▶ [PROBLEM STATEMENT]: Scan the records for lines with the word "arct", and copy every such line.

========================================

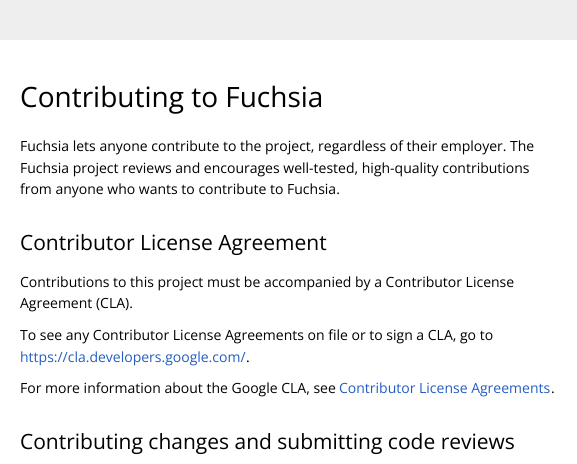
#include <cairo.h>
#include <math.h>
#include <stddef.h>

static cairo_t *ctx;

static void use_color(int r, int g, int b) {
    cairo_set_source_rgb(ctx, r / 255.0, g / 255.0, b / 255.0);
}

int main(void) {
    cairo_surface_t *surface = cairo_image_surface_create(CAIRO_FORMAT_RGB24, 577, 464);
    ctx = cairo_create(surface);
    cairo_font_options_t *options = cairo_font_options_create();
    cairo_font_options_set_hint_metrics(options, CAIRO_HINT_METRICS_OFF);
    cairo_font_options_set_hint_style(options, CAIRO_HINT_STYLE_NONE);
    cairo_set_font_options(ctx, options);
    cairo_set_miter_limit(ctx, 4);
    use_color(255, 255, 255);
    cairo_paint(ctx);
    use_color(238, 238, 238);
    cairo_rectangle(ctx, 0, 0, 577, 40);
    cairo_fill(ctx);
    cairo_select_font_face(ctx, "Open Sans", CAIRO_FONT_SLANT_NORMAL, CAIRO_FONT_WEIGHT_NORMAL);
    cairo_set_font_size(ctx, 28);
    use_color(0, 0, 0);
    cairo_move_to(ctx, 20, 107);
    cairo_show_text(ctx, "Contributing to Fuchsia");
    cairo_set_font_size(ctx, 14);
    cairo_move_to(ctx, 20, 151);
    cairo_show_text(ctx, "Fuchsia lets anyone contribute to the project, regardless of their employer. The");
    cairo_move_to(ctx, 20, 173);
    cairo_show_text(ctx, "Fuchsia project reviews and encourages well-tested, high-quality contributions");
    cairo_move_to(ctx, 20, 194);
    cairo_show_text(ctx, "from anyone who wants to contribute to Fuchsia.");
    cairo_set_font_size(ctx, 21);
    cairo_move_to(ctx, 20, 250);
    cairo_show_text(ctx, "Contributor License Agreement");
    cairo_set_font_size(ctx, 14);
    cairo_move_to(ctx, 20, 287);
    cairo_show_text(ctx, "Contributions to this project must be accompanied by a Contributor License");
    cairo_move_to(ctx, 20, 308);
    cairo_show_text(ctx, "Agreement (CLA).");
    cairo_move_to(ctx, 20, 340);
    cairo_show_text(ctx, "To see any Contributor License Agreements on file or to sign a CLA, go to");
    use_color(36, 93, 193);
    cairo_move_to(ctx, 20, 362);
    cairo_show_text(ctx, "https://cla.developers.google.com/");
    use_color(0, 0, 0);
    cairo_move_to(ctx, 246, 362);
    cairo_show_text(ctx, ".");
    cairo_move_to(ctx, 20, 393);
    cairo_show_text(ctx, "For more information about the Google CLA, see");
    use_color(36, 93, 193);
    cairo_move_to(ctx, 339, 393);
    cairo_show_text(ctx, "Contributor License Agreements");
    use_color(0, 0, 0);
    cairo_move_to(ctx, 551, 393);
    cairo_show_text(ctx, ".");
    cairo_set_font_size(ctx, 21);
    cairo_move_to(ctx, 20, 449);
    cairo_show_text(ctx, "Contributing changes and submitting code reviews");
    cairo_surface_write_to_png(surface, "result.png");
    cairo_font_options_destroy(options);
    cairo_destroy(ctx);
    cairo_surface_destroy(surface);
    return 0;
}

========================================

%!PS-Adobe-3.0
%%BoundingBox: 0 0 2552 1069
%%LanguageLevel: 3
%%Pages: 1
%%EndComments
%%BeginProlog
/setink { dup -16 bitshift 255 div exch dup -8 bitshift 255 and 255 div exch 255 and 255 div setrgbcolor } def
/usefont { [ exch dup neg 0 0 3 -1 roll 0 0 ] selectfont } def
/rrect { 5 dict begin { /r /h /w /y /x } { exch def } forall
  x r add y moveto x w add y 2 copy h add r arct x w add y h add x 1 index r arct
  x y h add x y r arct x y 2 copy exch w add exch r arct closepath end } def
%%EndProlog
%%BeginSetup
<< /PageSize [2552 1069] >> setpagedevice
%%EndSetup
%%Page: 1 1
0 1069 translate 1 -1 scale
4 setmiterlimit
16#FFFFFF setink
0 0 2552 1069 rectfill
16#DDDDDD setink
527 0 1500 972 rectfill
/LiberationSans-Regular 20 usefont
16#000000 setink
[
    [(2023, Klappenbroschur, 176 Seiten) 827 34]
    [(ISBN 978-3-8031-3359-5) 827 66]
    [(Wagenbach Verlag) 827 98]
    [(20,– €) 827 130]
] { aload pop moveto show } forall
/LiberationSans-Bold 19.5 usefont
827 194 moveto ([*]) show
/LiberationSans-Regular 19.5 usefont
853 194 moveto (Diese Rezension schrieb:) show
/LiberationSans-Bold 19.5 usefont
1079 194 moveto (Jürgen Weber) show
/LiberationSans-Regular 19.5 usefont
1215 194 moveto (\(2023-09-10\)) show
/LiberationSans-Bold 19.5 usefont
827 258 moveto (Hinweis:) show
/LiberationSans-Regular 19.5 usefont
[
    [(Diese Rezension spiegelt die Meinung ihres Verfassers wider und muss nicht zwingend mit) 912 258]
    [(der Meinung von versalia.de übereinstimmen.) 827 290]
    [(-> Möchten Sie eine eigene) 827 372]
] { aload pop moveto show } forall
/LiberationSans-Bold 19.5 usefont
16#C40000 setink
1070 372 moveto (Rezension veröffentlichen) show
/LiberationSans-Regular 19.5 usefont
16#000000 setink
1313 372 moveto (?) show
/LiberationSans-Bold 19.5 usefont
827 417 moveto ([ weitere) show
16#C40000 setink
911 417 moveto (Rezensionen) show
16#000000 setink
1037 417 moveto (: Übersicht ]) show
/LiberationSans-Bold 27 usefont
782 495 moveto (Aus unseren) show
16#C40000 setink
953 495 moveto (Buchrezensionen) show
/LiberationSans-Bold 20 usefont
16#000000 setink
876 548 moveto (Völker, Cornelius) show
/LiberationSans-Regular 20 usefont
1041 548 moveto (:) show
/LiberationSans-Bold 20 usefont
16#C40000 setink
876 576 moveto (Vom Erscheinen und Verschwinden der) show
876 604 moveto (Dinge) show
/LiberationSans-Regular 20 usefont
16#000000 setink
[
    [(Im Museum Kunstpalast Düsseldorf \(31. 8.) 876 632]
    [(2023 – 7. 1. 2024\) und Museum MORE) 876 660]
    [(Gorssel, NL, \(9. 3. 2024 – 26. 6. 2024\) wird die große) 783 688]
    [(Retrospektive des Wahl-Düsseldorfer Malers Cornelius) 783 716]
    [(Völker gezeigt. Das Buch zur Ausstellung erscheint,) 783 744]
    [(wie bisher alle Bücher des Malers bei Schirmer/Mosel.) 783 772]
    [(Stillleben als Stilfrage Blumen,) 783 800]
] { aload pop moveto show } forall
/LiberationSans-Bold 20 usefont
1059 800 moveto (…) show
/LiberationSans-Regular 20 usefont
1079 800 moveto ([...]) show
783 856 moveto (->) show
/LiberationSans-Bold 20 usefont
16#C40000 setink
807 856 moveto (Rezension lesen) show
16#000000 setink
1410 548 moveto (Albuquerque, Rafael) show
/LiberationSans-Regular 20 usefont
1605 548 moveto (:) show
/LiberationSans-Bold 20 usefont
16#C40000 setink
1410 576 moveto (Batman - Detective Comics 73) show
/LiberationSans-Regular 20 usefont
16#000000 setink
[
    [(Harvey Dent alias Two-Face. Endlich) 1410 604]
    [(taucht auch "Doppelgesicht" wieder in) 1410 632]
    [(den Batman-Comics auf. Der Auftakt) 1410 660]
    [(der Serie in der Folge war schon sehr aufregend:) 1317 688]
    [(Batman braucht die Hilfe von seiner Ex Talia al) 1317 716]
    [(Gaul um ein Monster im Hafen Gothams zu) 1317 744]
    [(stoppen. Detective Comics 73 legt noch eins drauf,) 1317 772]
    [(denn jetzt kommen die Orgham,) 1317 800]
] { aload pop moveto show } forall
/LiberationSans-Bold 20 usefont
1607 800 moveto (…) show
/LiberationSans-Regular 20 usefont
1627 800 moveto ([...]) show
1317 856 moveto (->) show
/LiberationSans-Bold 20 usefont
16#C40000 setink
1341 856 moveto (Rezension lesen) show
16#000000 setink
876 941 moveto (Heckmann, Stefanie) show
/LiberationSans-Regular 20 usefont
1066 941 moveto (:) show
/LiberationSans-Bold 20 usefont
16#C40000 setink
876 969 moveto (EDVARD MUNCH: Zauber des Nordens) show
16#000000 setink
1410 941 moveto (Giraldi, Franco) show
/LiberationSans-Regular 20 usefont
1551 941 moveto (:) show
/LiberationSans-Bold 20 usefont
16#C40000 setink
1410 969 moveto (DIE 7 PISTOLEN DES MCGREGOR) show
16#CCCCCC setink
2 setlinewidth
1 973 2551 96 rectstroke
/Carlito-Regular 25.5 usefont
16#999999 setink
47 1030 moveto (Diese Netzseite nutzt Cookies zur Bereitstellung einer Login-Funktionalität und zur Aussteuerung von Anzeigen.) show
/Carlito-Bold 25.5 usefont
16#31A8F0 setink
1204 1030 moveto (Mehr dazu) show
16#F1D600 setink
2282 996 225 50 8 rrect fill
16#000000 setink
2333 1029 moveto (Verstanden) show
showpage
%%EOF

========================================

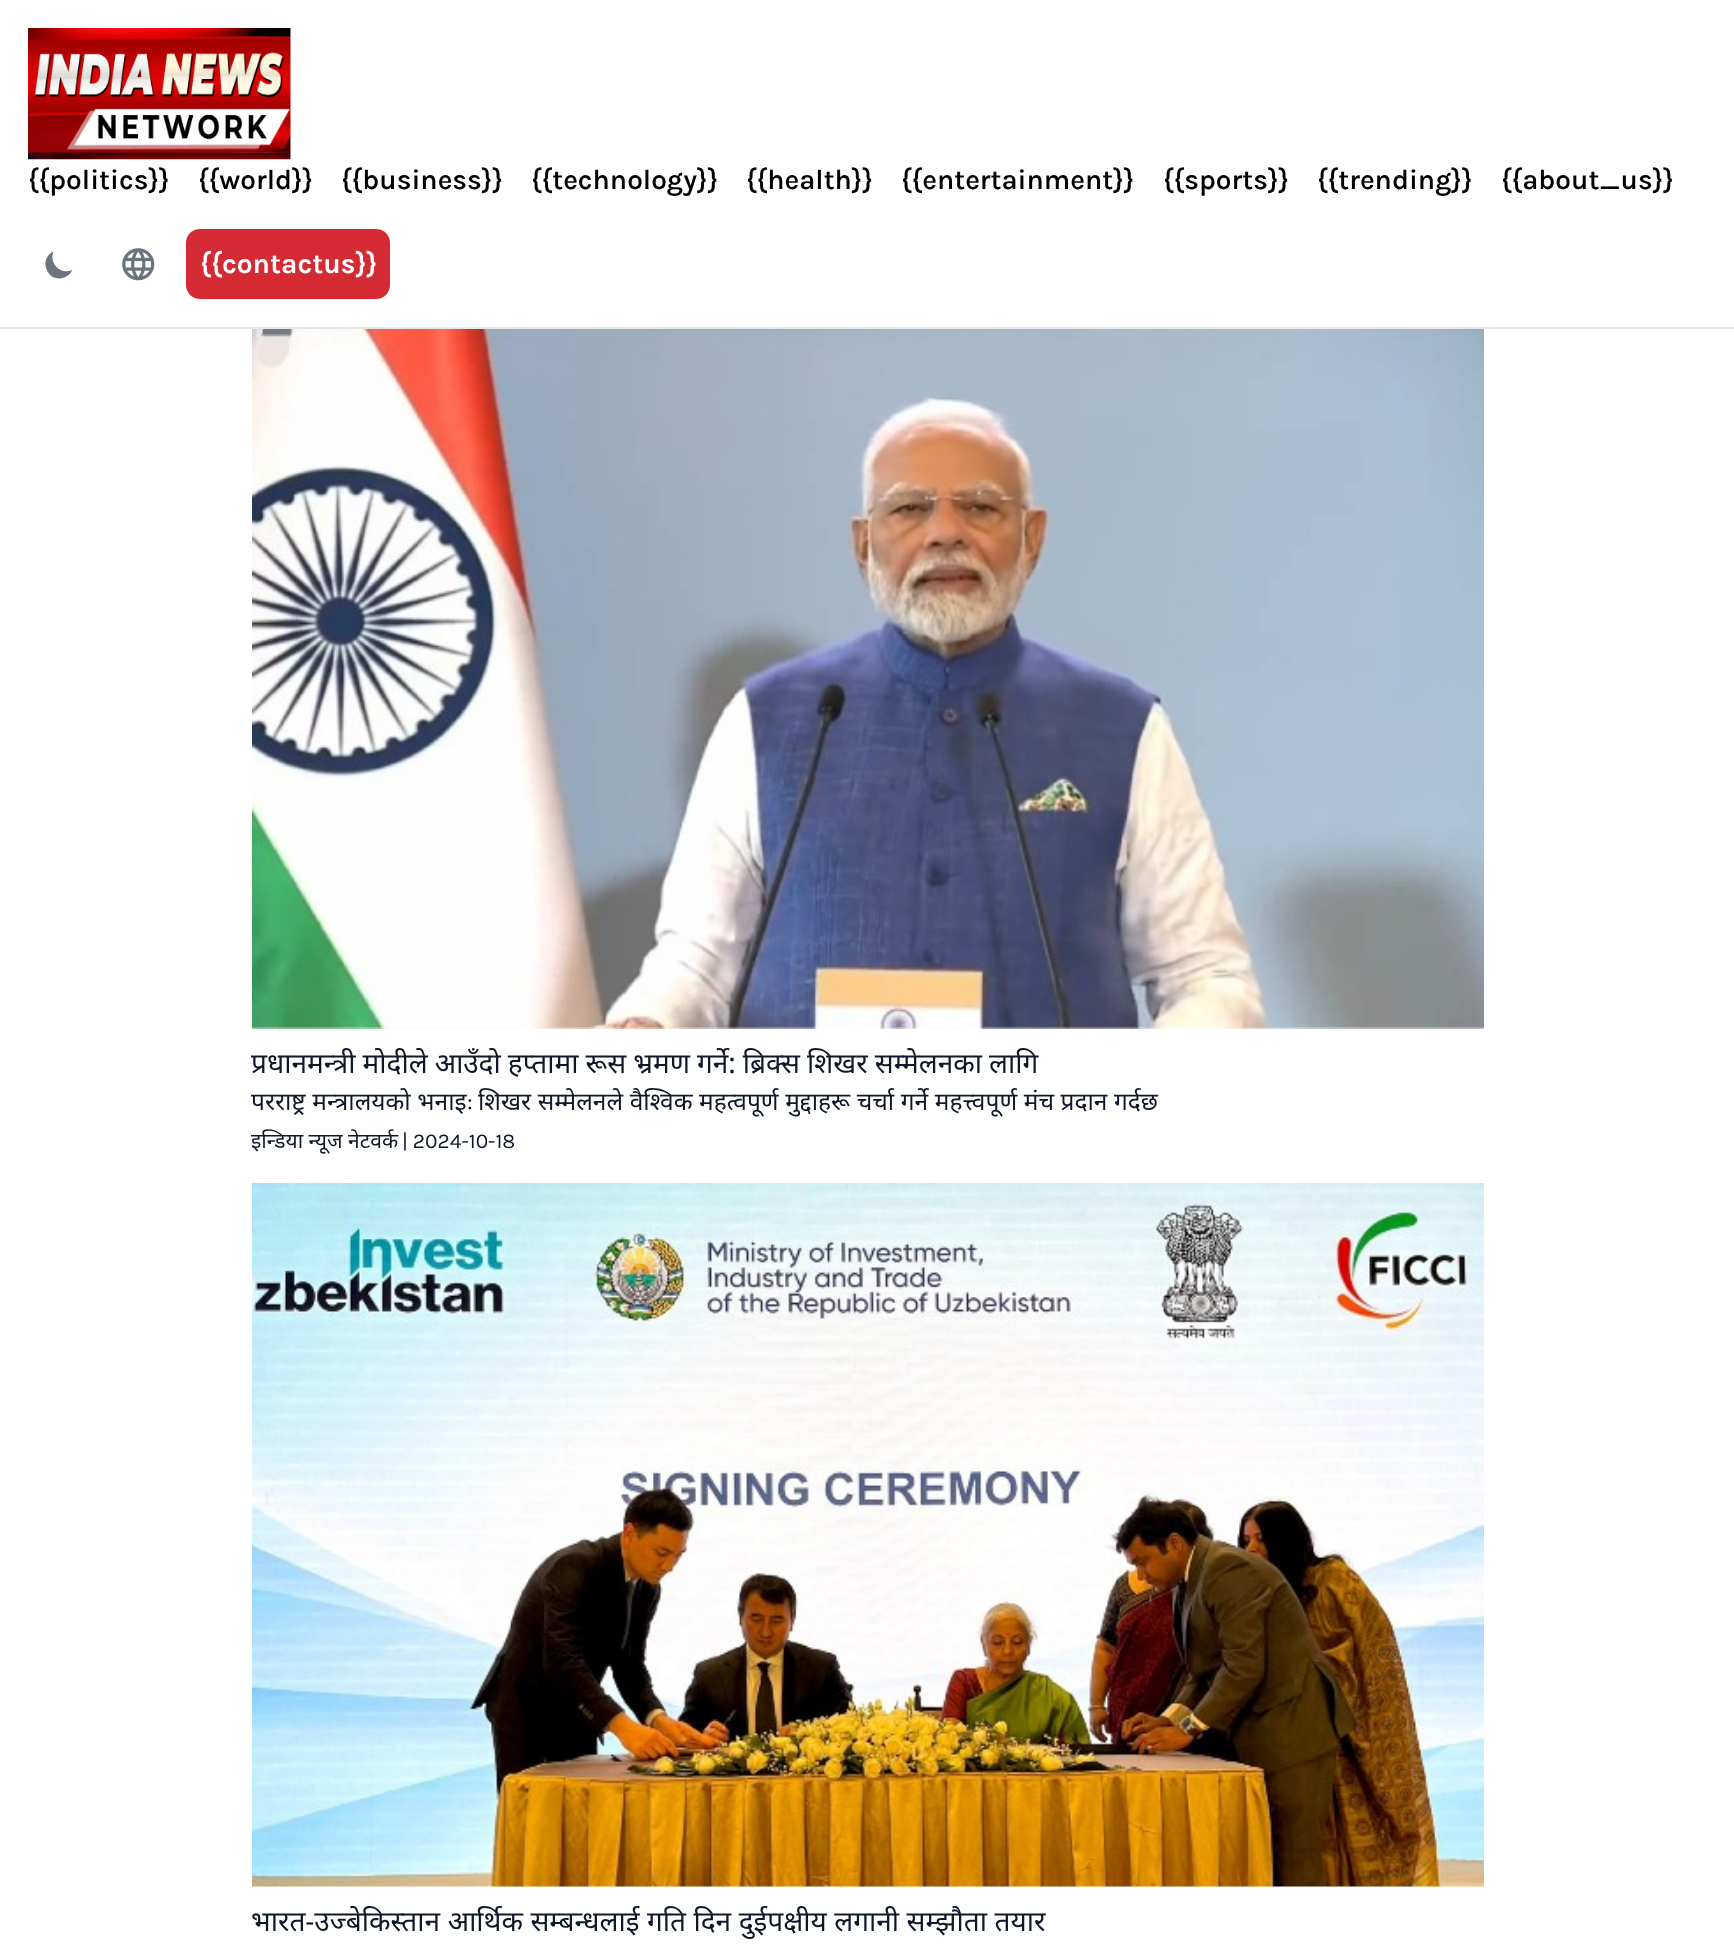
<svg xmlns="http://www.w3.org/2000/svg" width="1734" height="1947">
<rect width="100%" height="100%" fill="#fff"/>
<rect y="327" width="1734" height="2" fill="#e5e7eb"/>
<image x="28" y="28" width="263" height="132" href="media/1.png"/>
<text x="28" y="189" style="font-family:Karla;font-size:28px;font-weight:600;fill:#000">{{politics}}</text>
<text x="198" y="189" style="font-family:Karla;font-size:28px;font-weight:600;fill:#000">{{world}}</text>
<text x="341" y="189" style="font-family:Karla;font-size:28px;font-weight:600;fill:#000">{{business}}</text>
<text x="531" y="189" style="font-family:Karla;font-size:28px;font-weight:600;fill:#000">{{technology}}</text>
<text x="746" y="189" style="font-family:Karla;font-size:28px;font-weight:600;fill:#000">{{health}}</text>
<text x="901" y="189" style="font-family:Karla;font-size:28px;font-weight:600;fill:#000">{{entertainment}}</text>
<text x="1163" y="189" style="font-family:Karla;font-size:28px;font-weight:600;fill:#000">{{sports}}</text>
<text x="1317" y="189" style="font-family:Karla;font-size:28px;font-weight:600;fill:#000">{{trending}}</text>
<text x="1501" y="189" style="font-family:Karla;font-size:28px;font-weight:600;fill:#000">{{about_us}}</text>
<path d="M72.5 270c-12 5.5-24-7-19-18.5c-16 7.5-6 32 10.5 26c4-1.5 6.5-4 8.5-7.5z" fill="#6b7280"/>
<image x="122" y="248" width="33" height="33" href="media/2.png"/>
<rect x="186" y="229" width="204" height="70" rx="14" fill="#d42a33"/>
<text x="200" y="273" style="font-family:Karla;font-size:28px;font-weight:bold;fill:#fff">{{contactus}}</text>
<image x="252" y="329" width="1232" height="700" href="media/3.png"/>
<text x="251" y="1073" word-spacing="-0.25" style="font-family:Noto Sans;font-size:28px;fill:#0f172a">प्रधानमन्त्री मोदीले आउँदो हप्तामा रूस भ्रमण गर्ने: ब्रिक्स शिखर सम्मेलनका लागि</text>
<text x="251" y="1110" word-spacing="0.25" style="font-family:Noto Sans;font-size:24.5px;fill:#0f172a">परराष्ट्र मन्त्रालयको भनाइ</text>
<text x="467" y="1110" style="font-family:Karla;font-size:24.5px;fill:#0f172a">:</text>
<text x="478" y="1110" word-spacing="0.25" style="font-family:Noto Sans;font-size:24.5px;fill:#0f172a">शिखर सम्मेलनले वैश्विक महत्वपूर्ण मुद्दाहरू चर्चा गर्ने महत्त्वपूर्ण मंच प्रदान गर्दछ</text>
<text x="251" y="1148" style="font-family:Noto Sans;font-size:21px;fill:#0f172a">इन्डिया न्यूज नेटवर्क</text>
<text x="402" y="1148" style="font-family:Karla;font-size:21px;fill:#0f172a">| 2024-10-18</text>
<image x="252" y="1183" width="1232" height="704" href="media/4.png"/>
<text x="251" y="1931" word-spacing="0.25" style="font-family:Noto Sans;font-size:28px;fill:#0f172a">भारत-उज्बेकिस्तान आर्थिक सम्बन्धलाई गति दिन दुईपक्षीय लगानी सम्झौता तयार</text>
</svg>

========================================

▶ [EXERCISE RESPONSE]:
  x r add y moveto x w add y 2 copy h add r arct x w add y h add x 1 index r arct
  x y h add x y r arct x y 2 copy exch w add exch r arct closepath end } def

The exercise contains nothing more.